NAME
Coro::Multicore - make coro threads on multiple cores with specially
supported modules
SYNOPSIS
# when you DO control the main event loop, e.g. in the main program
use Coro::Multicore; # enable by default
Coro::Multicore::scoped_disable;
AE::cv->recv; # or EV::run, AnyEvent::Loop::run, Event::loop, ...
# when you DO NOT control the event loop, e.g. in a module on CPAN
# do nothing (see HOW TO USE IT) or something like this:
use Coro::Multicore (); # disable by default
async {
Coro::Multicore::scoped_enable;
# blocking is safe in your own threads
...
};
DESCRIPTION
While Coro threads (unlike ithreads) provide real threads similar to
pthreads, python threads and so on, they do not run in parallel to each
other even on machines with multiple CPUs or multiple CPU cores.

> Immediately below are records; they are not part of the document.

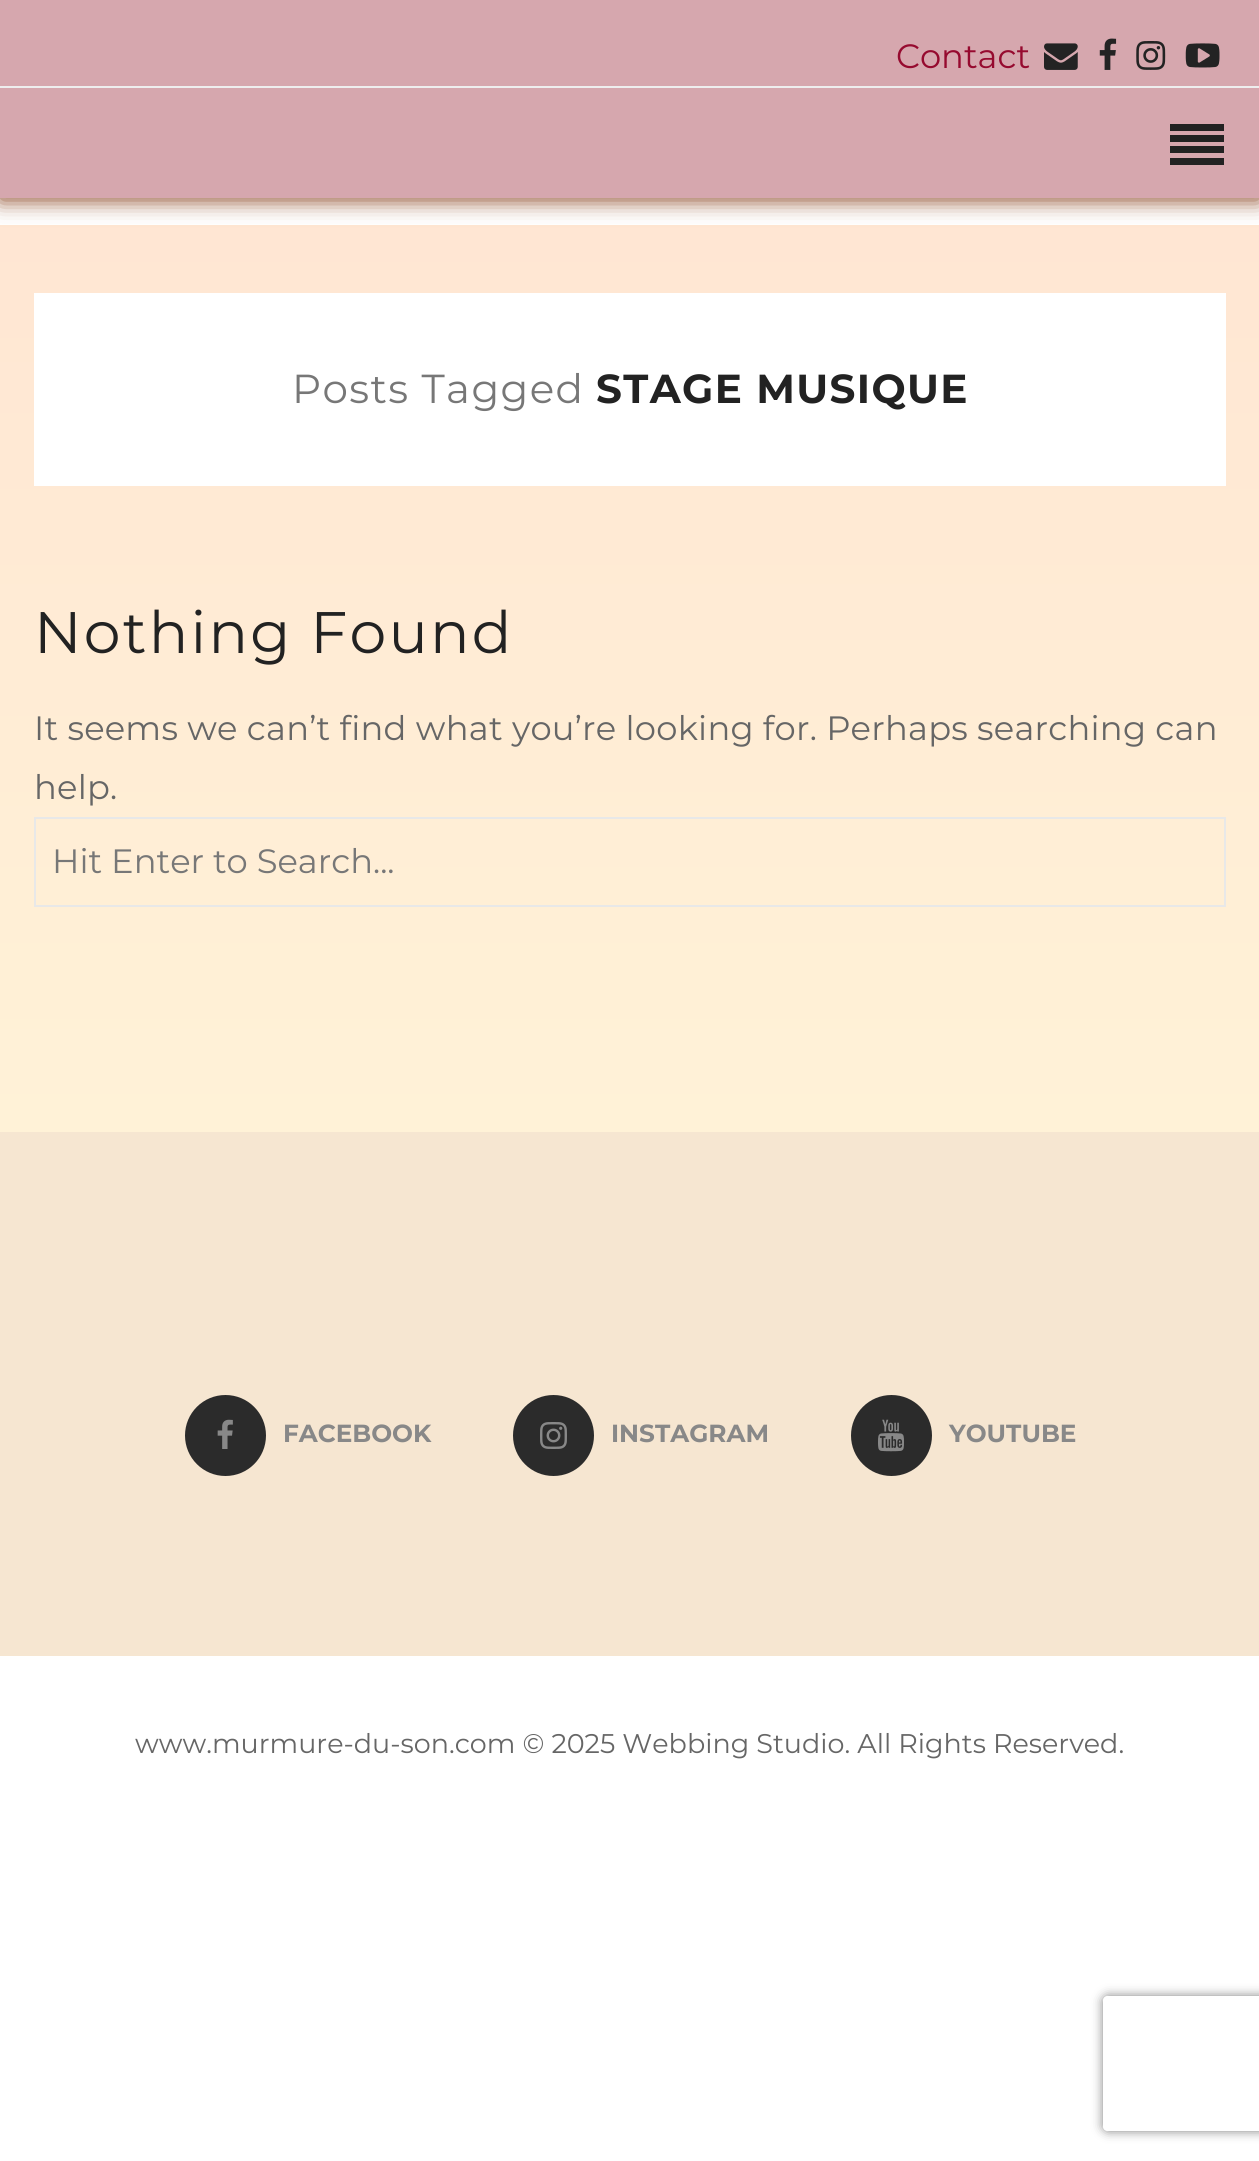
#include <cairo.h>
#include <math.h>
#include <stddef.h>

typedef struct { const char *family; double size; int italic, bold; unsigned color; } style_t;
static cairo_t *ctx;

static void ink(unsigned color) {
    cairo_set_source_rgb(ctx, (color >> 16) / 255.0, (color >> 8 & 255) / 255.0, (color & 255) / 255.0);
}

static void write(double x, double y, const char *s, const style_t *st) {
    cairo_select_font_face(ctx, st->family, st->italic ? CAIRO_FONT_SLANT_ITALIC : CAIRO_FONT_SLANT_NORMAL,
        st->bold ? CAIRO_FONT_WEIGHT_BOLD : CAIRO_FONT_WEIGHT_NORMAL);
    cairo_set_font_size(ctx, st->size);
    ink(st->color);
    cairo_move_to(ctx, x, y);
    cairo_show_text(ctx, s);
}

static void write_spaced(double x, double y, const char *s, double letter, double word) {
    cairo_move_to(ctx, x, y);
    while (*s) {
        char ch[5] = {0};
        int n = 0;
        do ch[n++] = *s++; while ((*s & 0xC0) == 0x80);
        cairo_show_text(ctx, ch);
        cairo_rel_move_to(ctx, letter + word * (*ch == ' '), 0);
    }
}

static void block(double x, double y, double w, double h, unsigned color) {
    ink(color);
    cairo_rectangle(ctx, x, y, w, h);
    cairo_fill(ctx);
}

static void round_path(double x, double y, double w, double h, double r) {
    cairo_new_sub_path(ctx);
    cairo_arc(ctx, x + w - r, y + h - r, r, 0, M_PI / 2);
    cairo_arc(ctx, x + r, y + h - r, r, M_PI / 2, M_PI);
    cairo_arc(ctx, x + r, y + r, r, M_PI, 1.5 * M_PI);
    cairo_arc(ctx, x + w - r, y + r, r, 1.5 * M_PI, 2 * M_PI);
    cairo_close_path(ctx);
}

static void blur_box(double x, double y, double w, double h, double r, double blur, double alpha) {
    cairo_push_group_with_content(ctx, CAIRO_CONTENT_ALPHA);
    cairo_set_operator(ctx, CAIRO_OPERATOR_SOURCE);
    for (int i = 15; i >= -15 && fmin(w, h) + blur * i / 3 > 0; i -= 2) {
        double e = blur * i / 6;
        cairo_set_source_rgba(ctx, 0, 0, 0, alpha * erfc((i - 1) / 8.5) / 2);
        round_path(x - e, y - e, w + 2 * e, h + 2 * e, fmax(0, fmin(r + e + blur * .6, fmin(w, h) / 2 + e)));
        cairo_fill(ctx);
    }
    cairo_pattern_t *soft = cairo_pop_group(ctx);
    cairo_mask(ctx, soft);
    cairo_pattern_destroy(soft);
}

static void paste(const char *path, double x, double y, double w, double h) {
    cairo_surface_t *image = cairo_image_surface_create_from_png(path);
    cairo_save(ctx);
    cairo_set_source_surface(ctx, image, x, y);
    cairo_rectangle(ctx, x, y, w, h);
    cairo_fill(ctx);
    cairo_restore(ctx);
    cairo_surface_destroy(image);
}

static const style_t s1 = {"Montserrat", 33.75, 0, 0, 0x960a2f};
static const style_t s2 = {"Montserrat", 33.75, 0, 0, 0x777777};
static const style_t s3 = {"Montserrat", 24.75, 0, 1, 0x888888};
static const style_t s4 = {"Montserrat", 27, 0, 0, 0x666666};

int main(void) {
    cairo_surface_t *surface = cairo_image_surface_create(CAIRO_FORMAT_RGB24, 1259, 2161);
    ctx = cairo_create(surface);
    cairo_font_options_t *options = cairo_font_options_create();
    cairo_font_options_set_hint_metrics(options, CAIRO_HINT_METRICS_OFF);
    cairo_font_options_set_hint_style(options, CAIRO_HINT_STYLE_NONE);
    cairo_set_font_options(ctx, options);
    cairo_set_miter_limit(ctx, 4);
    cairo_pattern_t *gradient;
    ink(0xffffff);
    cairo_paint(ctx);
    gradient = cairo_pattern_create_linear(630, 225, 630, 1132);
    cairo_pattern_add_color_stop_rgba(gradient, 0, 1, 0.902, 0.827, 1);
    cairo_pattern_add_color_stop_rgba(gradient, 1, 1, 0.949, 0.843, 1);
    cairo_set_source(ctx, gradient);
    cairo_pattern_destroy(gradient);
    cairo_rectangle(ctx, 0, 225, 1259, 907);
    cairo_fill(ctx);
    ink(0x88421d);
    blur_box(0, 2, 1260, 198, 0, 11, 1);
    block(0, 0, 1259, 198, 0xd6a7ae);
    write(896, 68, "Contact", &s1);
    paste("pic1.png", 1044, 43, 34, 27);
    paste("pic2.png", 1099, 38, 18, 32);
    paste("pic3.png", 1136, 41, 30, 29);
    paste("pic4.png", 1185, 43, 35, 25);
    block(0, 86, 1259, 2, 0xeeeeee);
    block(1170, 124, 54, 7, 0x222222);
    block(1170, 135, 54, 7, 0x222222);
    block(1170, 146, 54, 7, 0x222222);
    block(1170, 158, 54, 7, 0x222222);
    block(34, 293, 1192, 193, 0xffffff);
    cairo_set_font_size(ctx, 40.5);
    ink(0x777777);
    write_spaced(292, 403, "Posts Tagged", 1.4, 0);
    cairo_select_font_face(ctx, "Montserrat", CAIRO_FONT_SLANT_NORMAL, CAIRO_FONT_WEIGHT_BOLD);
    ink(0x222222);
    write_spaced(596, 403, "STAGE MUSIQUE", 1.4, 0);
    cairo_select_font_face(ctx, "Montserrat", CAIRO_FONT_SLANT_NORMAL, CAIRO_FONT_WEIGHT_NORMAL);
    cairo_set_font_size(ctx, 58.5);
    write_spaced(34, 653, "Nothing Found", 2.25, 0);
    cairo_set_font_size(ctx, 33.75);
    ink(0x666666);
    write_spaced(34, 740, "It seems we can’t find what you’re looking for. Perhaps searching can", 0.23, 0);
    write_spaced(34, 799, "help.", 0.23, 0);
    cairo_rectangle(ctx, 35, 818, 1190, 88);
    ink(0xe8e8e8);
    cairo_stroke(ctx);
    write(52, 873, "Hit Enter to Search...", &s2);
    block(0, 1132, 1259, 524, 0xf6e6d1);
    ink(0x2b2b2b);
    cairo_new_path(ctx);
    cairo_arc(ctx, 225.5, 1435.5, 40.5, 0, 2 * M_PI);
    cairo_fill(ctx);
    paste("pic5.png", 217, 1419, 16, 30);
    write(283, 1442, "FACEBOOK", &s3);
    ink(0x2b2b2b);
    cairo_new_path(ctx);
    cairo_arc(ctx, 553.5, 1435.5, 40.5, 0, 2 * M_PI);
    cairo_fill(ctx);
    paste("pic6.png", 540, 1422, 27, 27);
    write(611, 1442, "INSTAGRAM", &s3);
    ink(0x2b2b2b);
    cairo_new_path(ctx);
    cairo_arc(ctx, 891.5, 1435.5, 40.5, 0, 2 * M_PI);
    cairo_fill(ctx);
    paste("pic7.png", 878, 1419, 26, 33);
    write(949, 1442, "YOUTUBE", &s3);
    write(135, 1753, "www.murmure-du-son.com © 2025 Webbing Studio. All Rights Reserved.", &s4);
    cairo_save(ctx);
    cairo_set_fill_rule(ctx, CAIRO_FILL_RULE_EVEN_ODD);
    cairo_new_path(ctx);
    cairo_move_to(ctx, 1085, 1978);
    cairo_line_to(ctx, 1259, 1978);
    cairo_line_to(ctx, 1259, 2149);
    cairo_line_to(ctx, 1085, 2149);
    cairo_close_path(ctx);
    cairo_move_to(ctx, 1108, 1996);
    cairo_line_to(ctx, 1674, 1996);
    cairo_curve_to(ctx, 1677, 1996, 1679, 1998, 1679, 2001);
    cairo_line_to(ctx, 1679, 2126);
    cairo_curve_to(ctx, 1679, 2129, 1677, 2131, 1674, 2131);
    cairo_line_to(ctx, 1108, 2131);
    cairo_curve_to(ctx, 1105, 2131, 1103, 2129, 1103, 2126);
    cairo_line_to(ctx, 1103, 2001);
    cairo_curve_to(ctx, 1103, 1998, 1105, 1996, 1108, 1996);
    cairo_close_path(ctx);
    cairo_clip(ctx);
    ink(0x808080);
    blur_box(1103, 1996, 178, 135, 5, 5.5, 1);
    cairo_restore(ctx);
    cairo_surface_write_to_png(surface, "screenshot.png");
    cairo_font_options_destroy(options);
    cairo_destroy(ctx);
    cairo_surface_destroy(surface);
    return 0;
}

This module lifts this restriction under two very specific but useful
conditions: firstly, the coro thread executes in XS code and does not
touch any perl data structures, and secondly, the XS code is specially
prepared to allow this.
This means that, when you call an XS function of a module prepared for
it, this XS function can execute in parallel to any other Coro threads.
This is useful for both CPU bound tasks (such as cryptography) as well
as I/O bound tasks (such as loading an image from disk). It can also be
used to do stuff in parallel via APIs that were not meant for this, such
as database accesses via DBI.
The mechanism to support this is easily added to existing modules and is
independent of Coro or Coro::Multicore, and therefore could be used,
without changes, with other, similar, modules, or even the perl core,
should it gain real thread support anytime soon. See
for more info on how to prepare a
module to allow parallel execution. Preparing an existing module is
easy, doesn't add much overhead and no dependencies.
This module is an AnyEvent user (and also, if not obvious, uses Coro).
HOW TO USE IT
Quick explanation: decide whether you control the main program/the event
loop and choose one of the two styles from the SYNOPSIS.
Longer explanation: There are two major modes this module can used in -
supported operations run asynchronously either by default, or only when
requested. The reason you might not want to enable this module for all
operations by default is compatibility with existing code:
Since this module integrates into an event loop and you must not
normally block and wait for something in an event loop callbacks. Now
imagine somebody patches your favourite module (e.g. Digest::MD5) to
take advantage of of the Perl Multicore API.
Then code that runs in an event loop callback and executes
Digest::MD5::md5 would work fine without "Coro::Multicore" - it would
simply calculate the MD5 digest and block execution of anything else.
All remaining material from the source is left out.